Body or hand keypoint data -
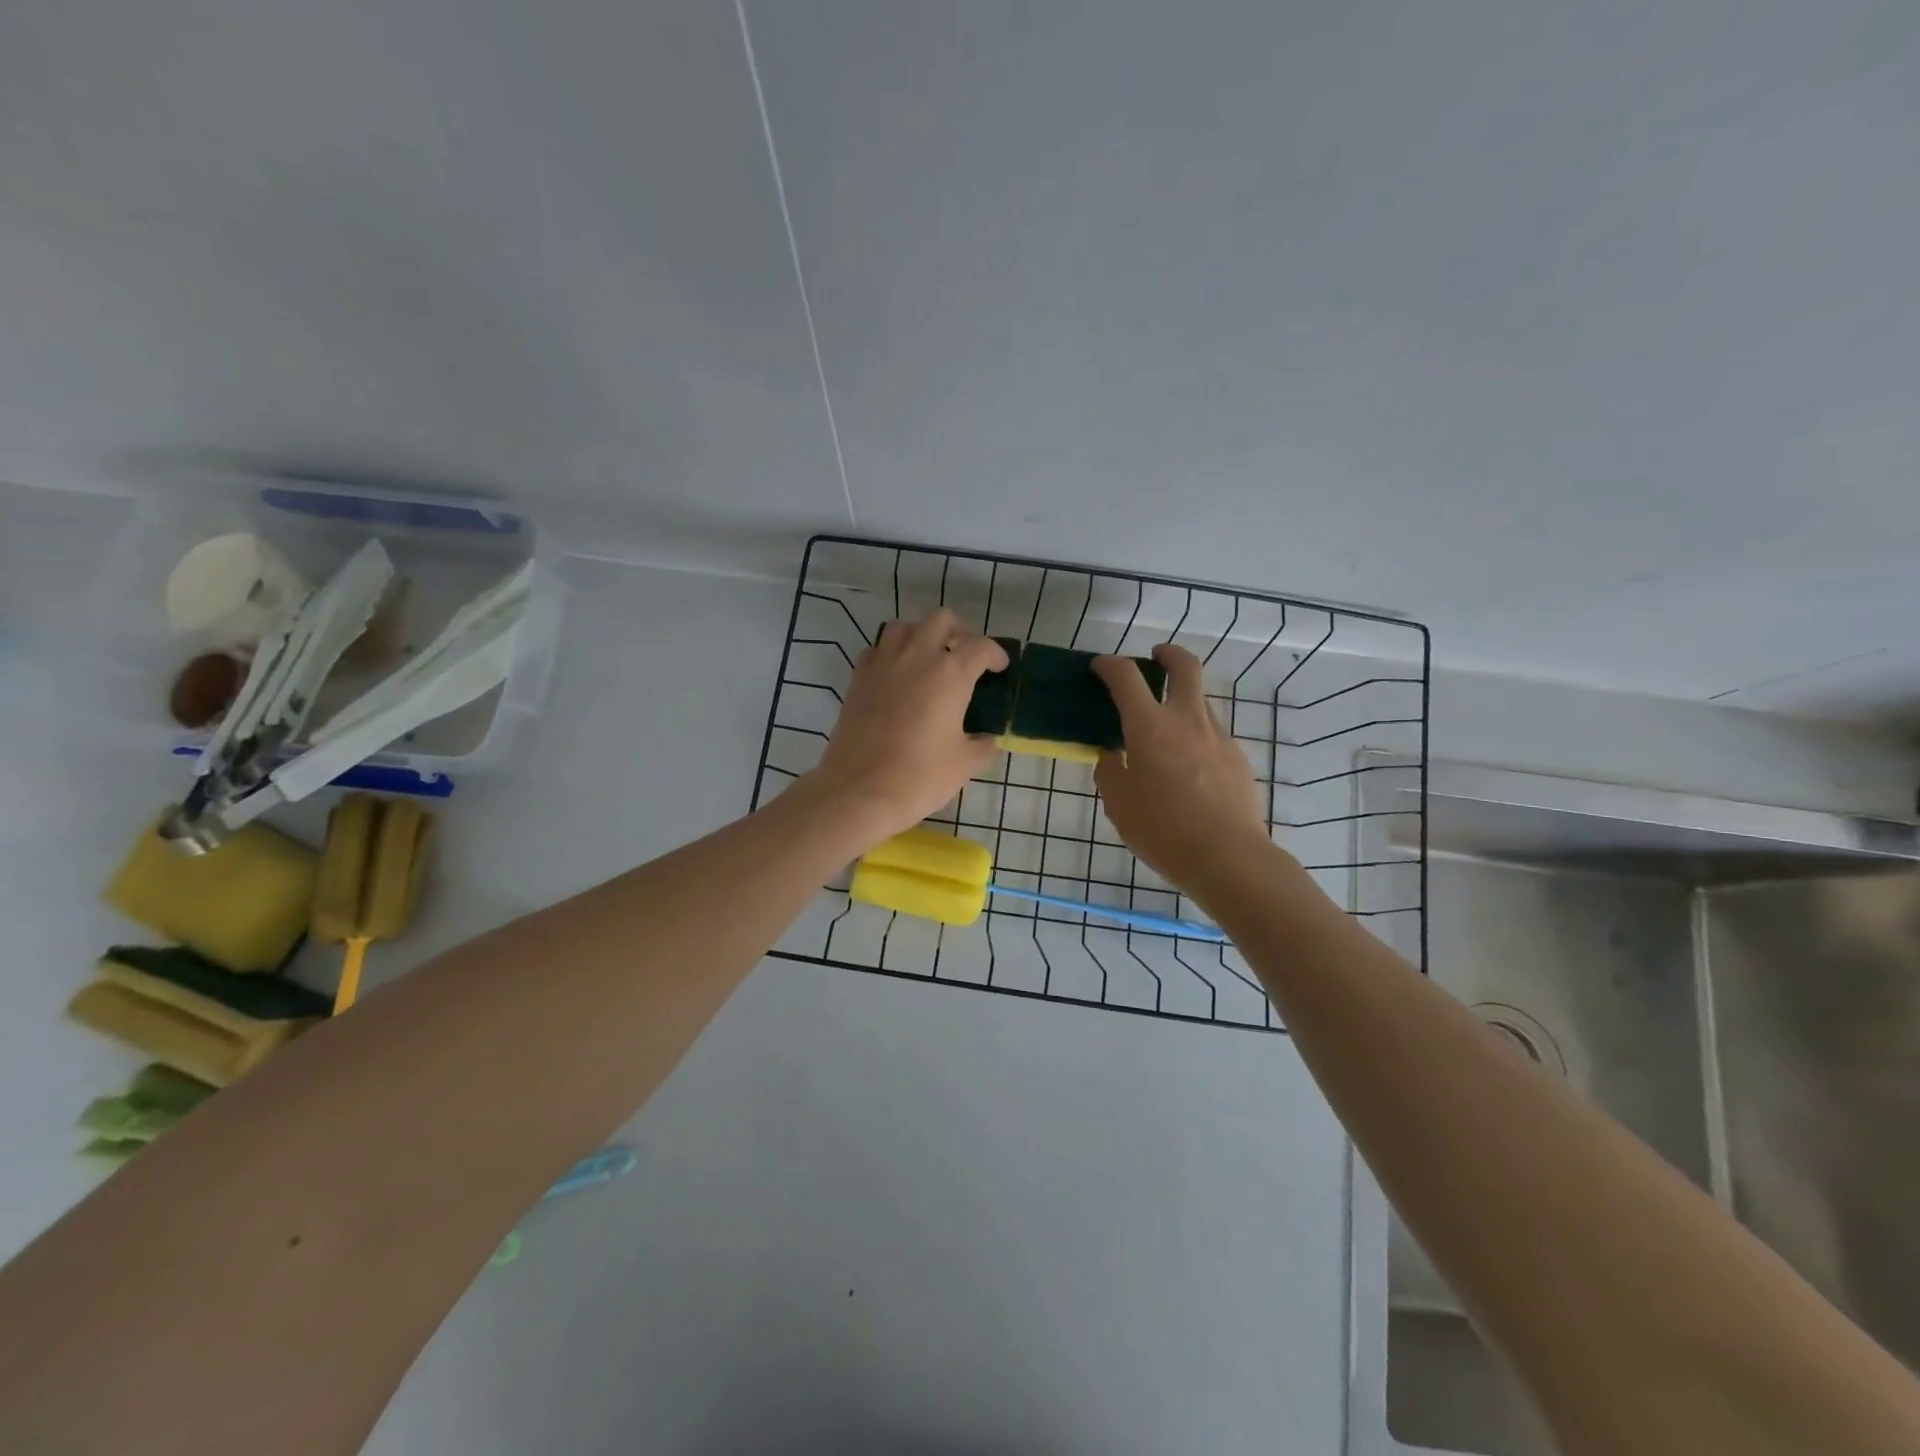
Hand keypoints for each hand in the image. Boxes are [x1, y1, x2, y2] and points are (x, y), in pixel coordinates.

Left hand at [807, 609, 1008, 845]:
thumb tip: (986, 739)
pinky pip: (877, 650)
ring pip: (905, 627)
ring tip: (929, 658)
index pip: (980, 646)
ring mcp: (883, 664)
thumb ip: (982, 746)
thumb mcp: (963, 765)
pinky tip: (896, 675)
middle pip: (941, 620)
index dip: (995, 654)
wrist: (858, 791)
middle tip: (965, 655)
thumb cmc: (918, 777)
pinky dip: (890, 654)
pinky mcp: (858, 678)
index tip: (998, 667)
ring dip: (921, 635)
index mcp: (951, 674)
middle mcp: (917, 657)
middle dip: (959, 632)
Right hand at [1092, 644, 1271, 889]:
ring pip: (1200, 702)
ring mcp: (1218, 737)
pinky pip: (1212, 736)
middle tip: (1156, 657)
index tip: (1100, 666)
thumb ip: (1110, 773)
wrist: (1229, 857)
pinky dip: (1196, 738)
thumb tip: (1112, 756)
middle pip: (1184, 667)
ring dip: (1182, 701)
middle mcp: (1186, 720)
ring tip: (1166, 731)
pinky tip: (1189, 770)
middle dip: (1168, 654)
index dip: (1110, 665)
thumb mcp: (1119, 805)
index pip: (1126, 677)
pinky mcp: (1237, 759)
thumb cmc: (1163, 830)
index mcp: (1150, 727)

--

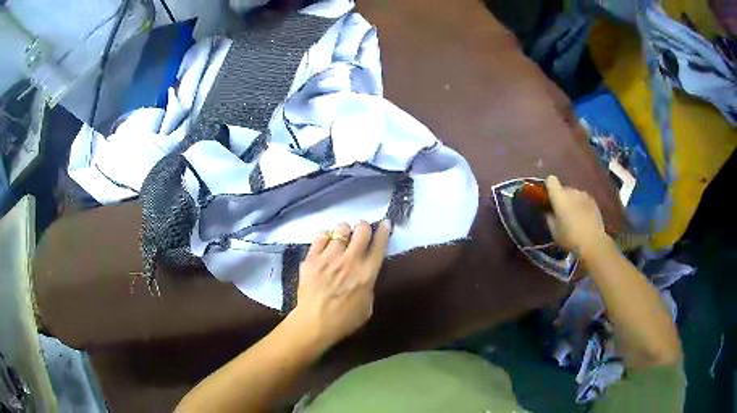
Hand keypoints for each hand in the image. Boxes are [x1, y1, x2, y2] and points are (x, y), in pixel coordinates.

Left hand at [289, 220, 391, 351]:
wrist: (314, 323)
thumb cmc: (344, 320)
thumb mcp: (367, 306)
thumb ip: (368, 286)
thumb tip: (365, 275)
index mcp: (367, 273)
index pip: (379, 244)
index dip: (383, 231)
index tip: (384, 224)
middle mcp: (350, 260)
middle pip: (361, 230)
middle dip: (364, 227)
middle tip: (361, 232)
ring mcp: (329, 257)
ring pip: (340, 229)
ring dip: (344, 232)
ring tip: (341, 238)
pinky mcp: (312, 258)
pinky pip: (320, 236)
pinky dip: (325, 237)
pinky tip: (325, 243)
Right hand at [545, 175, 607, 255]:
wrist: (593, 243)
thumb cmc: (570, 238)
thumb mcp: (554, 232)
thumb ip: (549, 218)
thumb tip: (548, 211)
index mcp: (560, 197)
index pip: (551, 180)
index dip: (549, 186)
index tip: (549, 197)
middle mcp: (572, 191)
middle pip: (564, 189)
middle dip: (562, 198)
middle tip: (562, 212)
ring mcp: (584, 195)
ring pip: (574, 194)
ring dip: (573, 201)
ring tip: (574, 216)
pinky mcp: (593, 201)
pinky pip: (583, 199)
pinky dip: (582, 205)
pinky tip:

PROBLEM TO WORK ON - Copy the lines above exactly, beginning at the line that has "index dip: (1110, 665)" and stopping after the line that has "index mcp: (1150, 727)", and omit the rest.

ANSWER BELOW -
index dip: (1110, 665)
thumb mcp: (1119, 805)
index pip: (1126, 677)
pinky mcp: (1237, 759)
thumb cmc: (1163, 830)
index mcp: (1150, 727)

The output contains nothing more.